Required work: Across the entries below, count the lines in which the word "wrist" occurs. Reply with the count alone.

Data for this exercise:
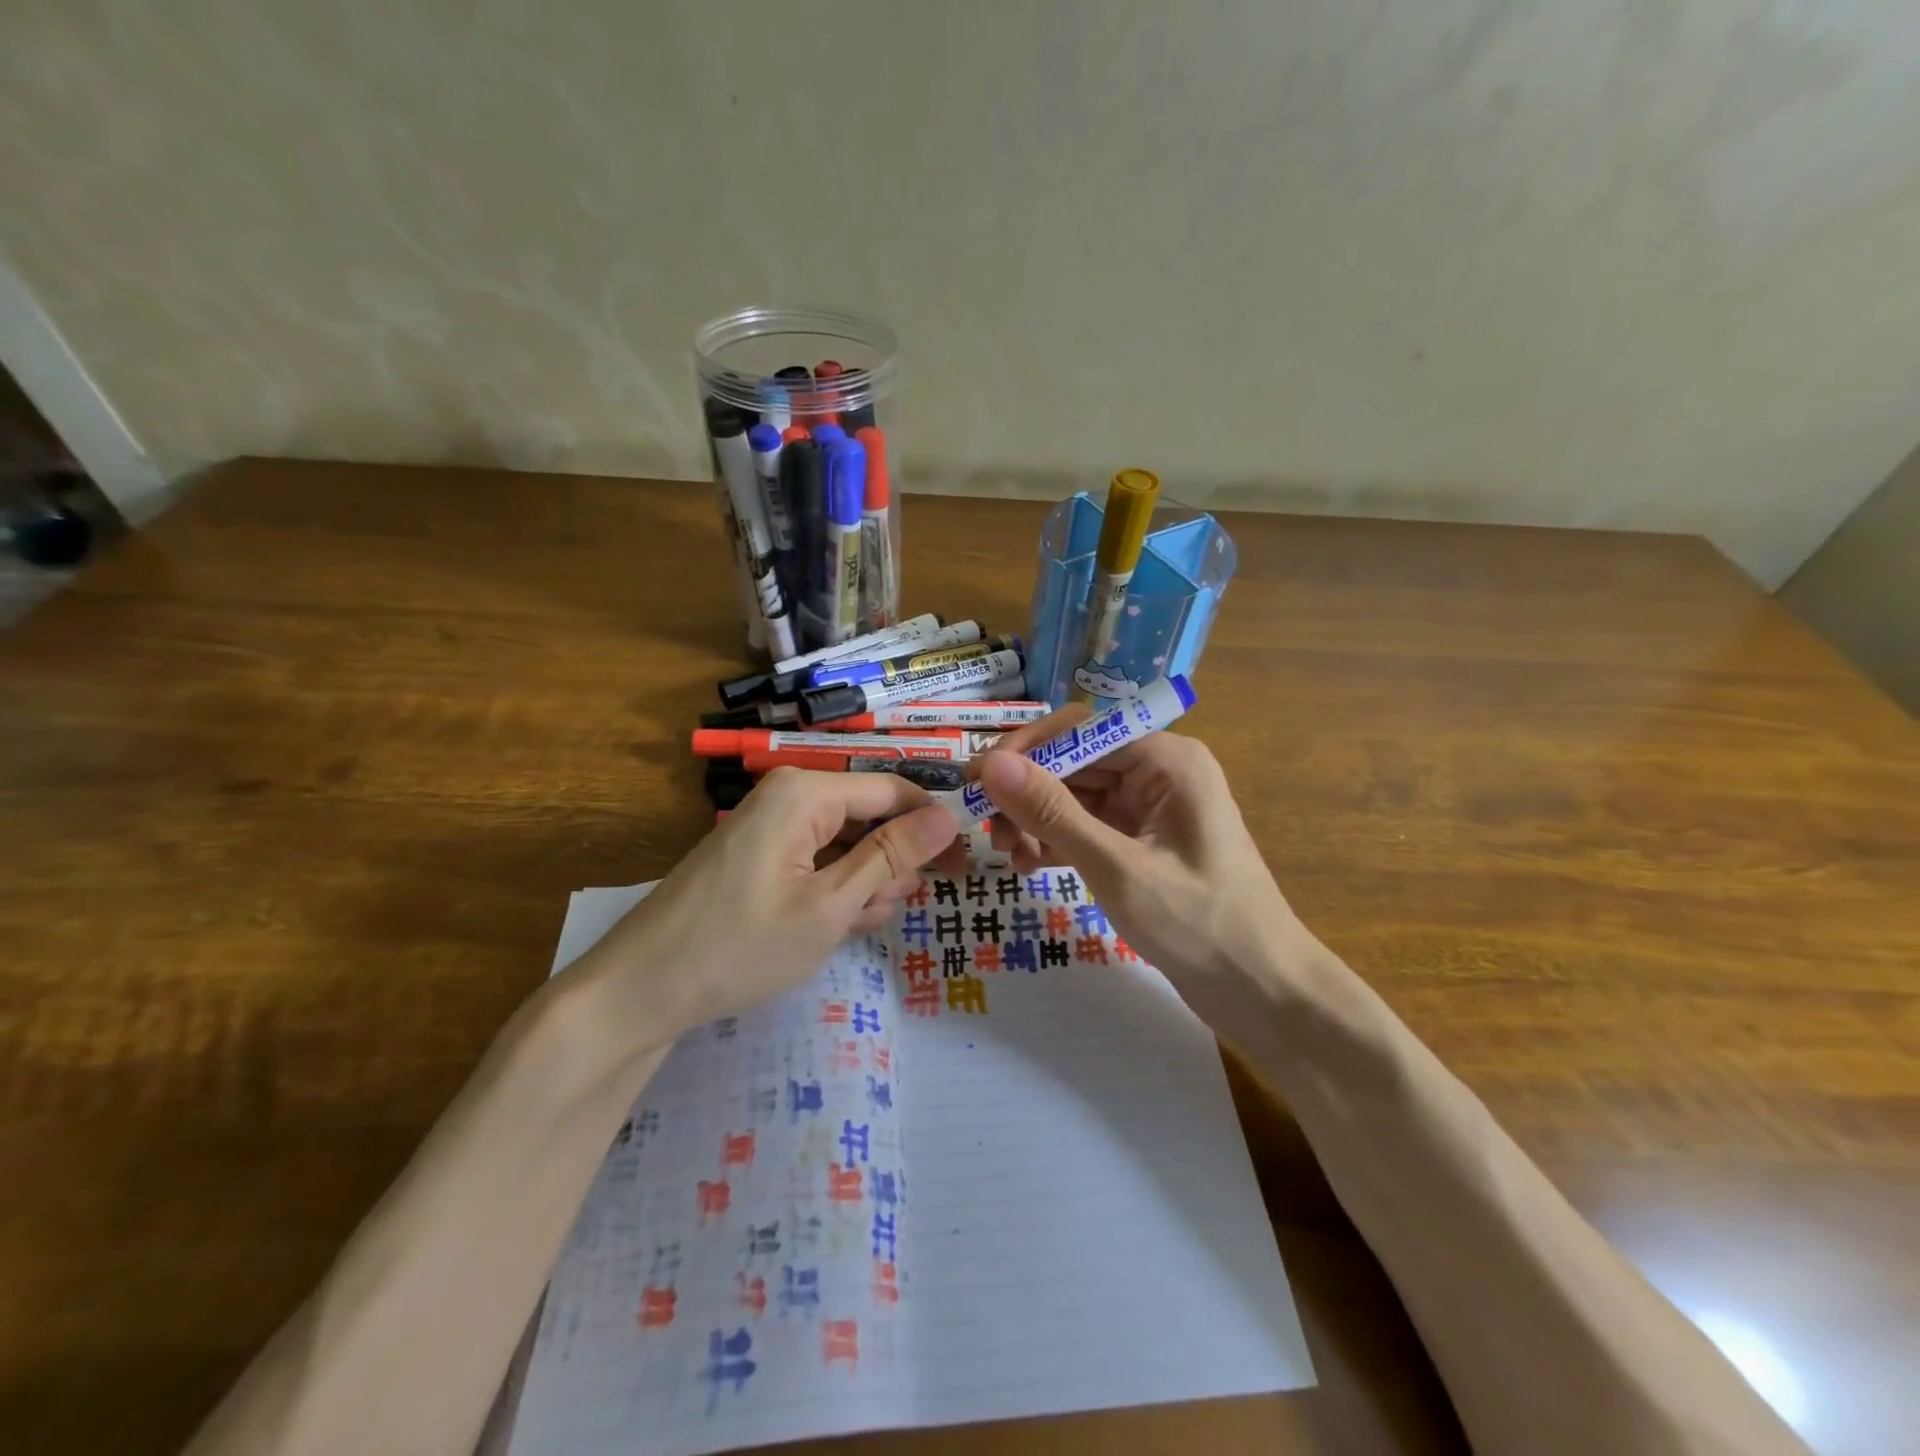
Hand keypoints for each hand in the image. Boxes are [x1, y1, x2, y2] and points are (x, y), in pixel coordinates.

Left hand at [577, 768, 961, 1039]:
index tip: (962, 869)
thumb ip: (890, 856)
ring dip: (865, 881)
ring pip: (845, 841)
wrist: (641, 989)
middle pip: (869, 815)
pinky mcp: (760, 855)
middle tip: (883, 910)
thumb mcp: (830, 906)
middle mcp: (789, 796)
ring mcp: (771, 826)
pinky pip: (817, 858)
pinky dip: (836, 888)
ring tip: (854, 924)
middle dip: (890, 861)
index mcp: (806, 792)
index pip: (892, 790)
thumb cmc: (740, 946)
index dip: (932, 827)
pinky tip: (836, 924)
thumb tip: (948, 817)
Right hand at [977, 708, 1311, 1025]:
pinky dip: (1058, 842)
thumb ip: (1053, 812)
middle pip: (1076, 762)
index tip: (977, 781)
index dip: (1025, 750)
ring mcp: (1151, 809)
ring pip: (1077, 796)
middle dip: (1028, 793)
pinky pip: (1089, 827)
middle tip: (986, 829)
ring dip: (1038, 820)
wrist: (1264, 992)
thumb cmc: (1199, 924)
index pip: (1081, 730)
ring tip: (1009, 855)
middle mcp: (1158, 773)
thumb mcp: (1117, 867)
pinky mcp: (1144, 843)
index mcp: (1166, 759)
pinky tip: (1031, 866)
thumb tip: (991, 764)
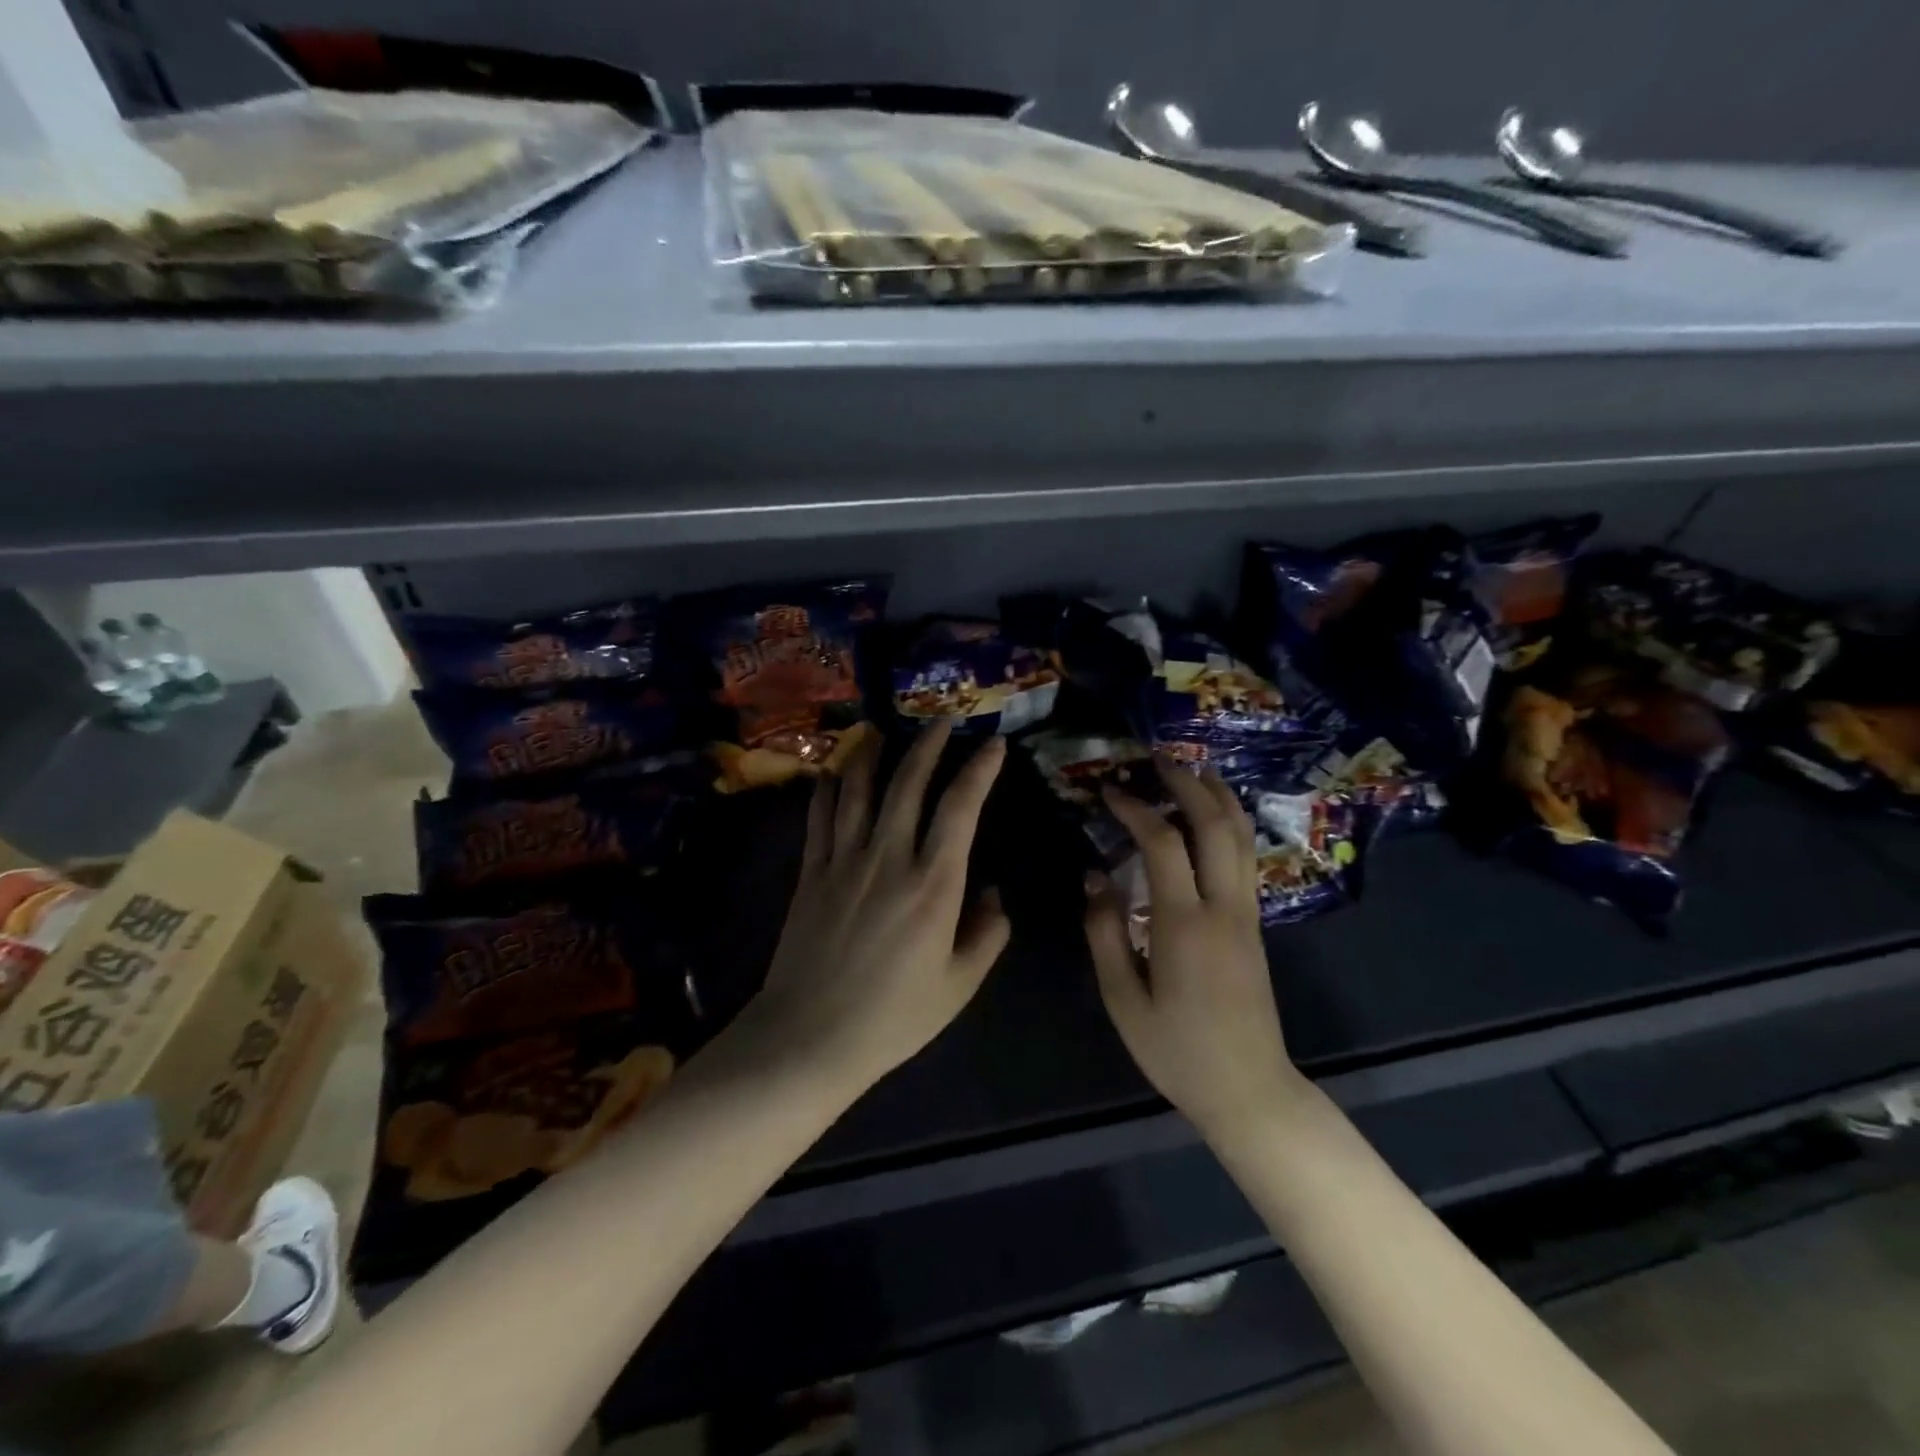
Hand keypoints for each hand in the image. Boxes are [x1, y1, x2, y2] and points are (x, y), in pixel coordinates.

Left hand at [744, 720, 1010, 1095]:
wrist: (809, 1038)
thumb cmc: (893, 1017)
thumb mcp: (959, 985)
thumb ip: (987, 934)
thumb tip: (994, 893)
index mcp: (933, 884)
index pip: (960, 808)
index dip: (979, 769)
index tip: (993, 745)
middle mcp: (889, 857)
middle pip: (908, 783)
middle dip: (928, 744)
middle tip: (941, 719)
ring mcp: (844, 860)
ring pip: (859, 789)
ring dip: (874, 753)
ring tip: (883, 729)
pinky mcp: (811, 872)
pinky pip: (820, 817)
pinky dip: (828, 788)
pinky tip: (834, 772)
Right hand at [1085, 755, 1302, 1138]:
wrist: (1249, 1089)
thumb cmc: (1177, 1051)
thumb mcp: (1124, 1000)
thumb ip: (1105, 933)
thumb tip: (1094, 877)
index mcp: (1184, 924)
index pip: (1161, 844)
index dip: (1134, 809)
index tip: (1109, 791)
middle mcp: (1223, 907)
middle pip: (1214, 825)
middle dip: (1186, 784)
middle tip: (1158, 758)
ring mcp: (1247, 913)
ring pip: (1241, 836)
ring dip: (1218, 796)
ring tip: (1193, 769)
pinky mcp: (1255, 923)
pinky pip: (1247, 857)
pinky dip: (1232, 823)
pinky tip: (1215, 815)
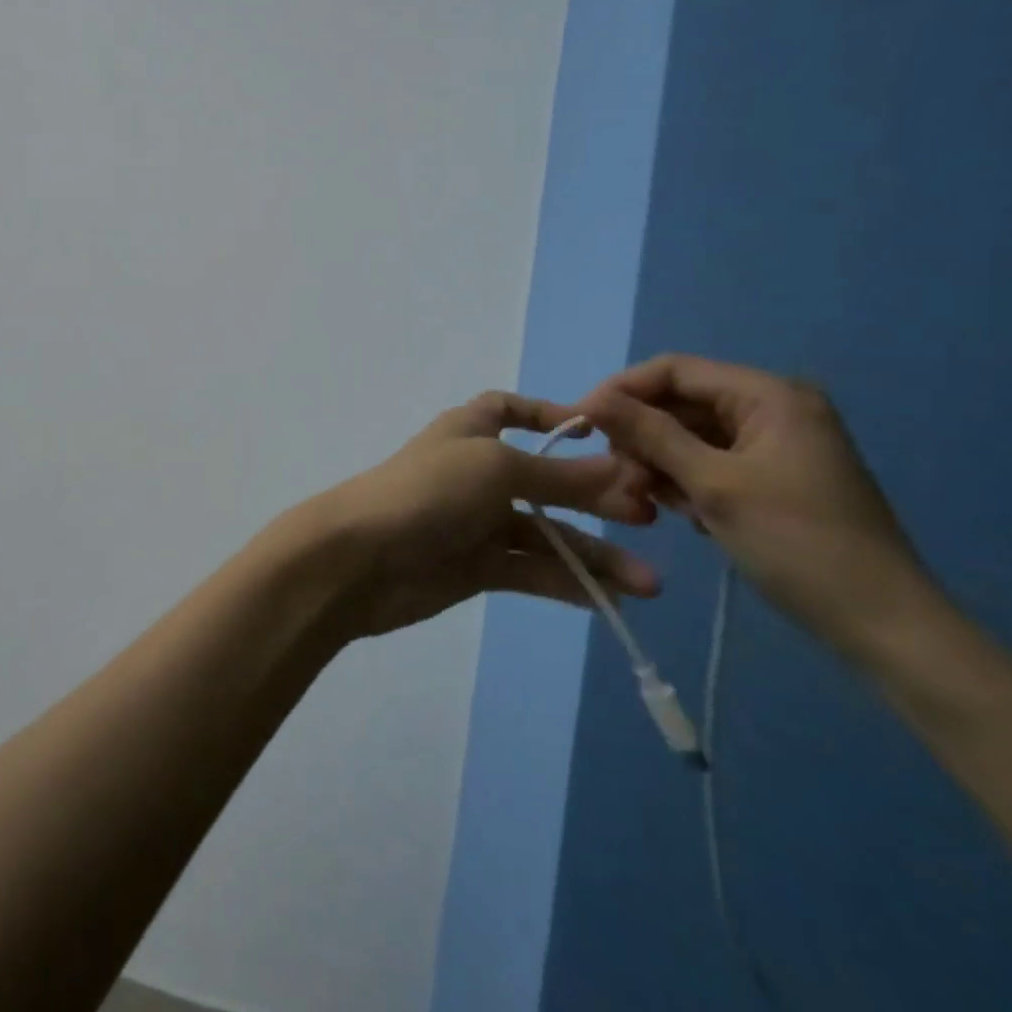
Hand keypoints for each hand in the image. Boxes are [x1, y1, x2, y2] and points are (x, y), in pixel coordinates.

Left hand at [280, 391, 661, 640]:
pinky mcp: (475, 566)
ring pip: (546, 534)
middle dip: (596, 497)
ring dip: (594, 556)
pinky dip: (565, 583)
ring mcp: (475, 520)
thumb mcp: (499, 469)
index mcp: (471, 430)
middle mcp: (476, 471)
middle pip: (546, 479)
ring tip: (648, 585)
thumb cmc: (429, 491)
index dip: (550, 416)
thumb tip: (626, 471)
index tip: (600, 434)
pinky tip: (606, 602)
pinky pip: (530, 570)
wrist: (361, 558)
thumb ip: (563, 476)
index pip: (509, 410)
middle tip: (650, 519)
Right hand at [582, 354, 937, 656]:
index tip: (581, 424)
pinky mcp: (771, 477)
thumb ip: (649, 434)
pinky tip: (676, 512)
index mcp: (768, 395)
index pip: (673, 370)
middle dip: (640, 435)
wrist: (886, 628)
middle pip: (679, 402)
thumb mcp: (713, 485)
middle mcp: (771, 408)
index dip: (622, 390)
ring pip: (688, 435)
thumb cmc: (799, 545)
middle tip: (616, 478)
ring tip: (643, 503)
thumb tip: (591, 400)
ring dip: (657, 463)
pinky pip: (709, 462)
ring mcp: (773, 444)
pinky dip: (683, 481)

Output of the task: 6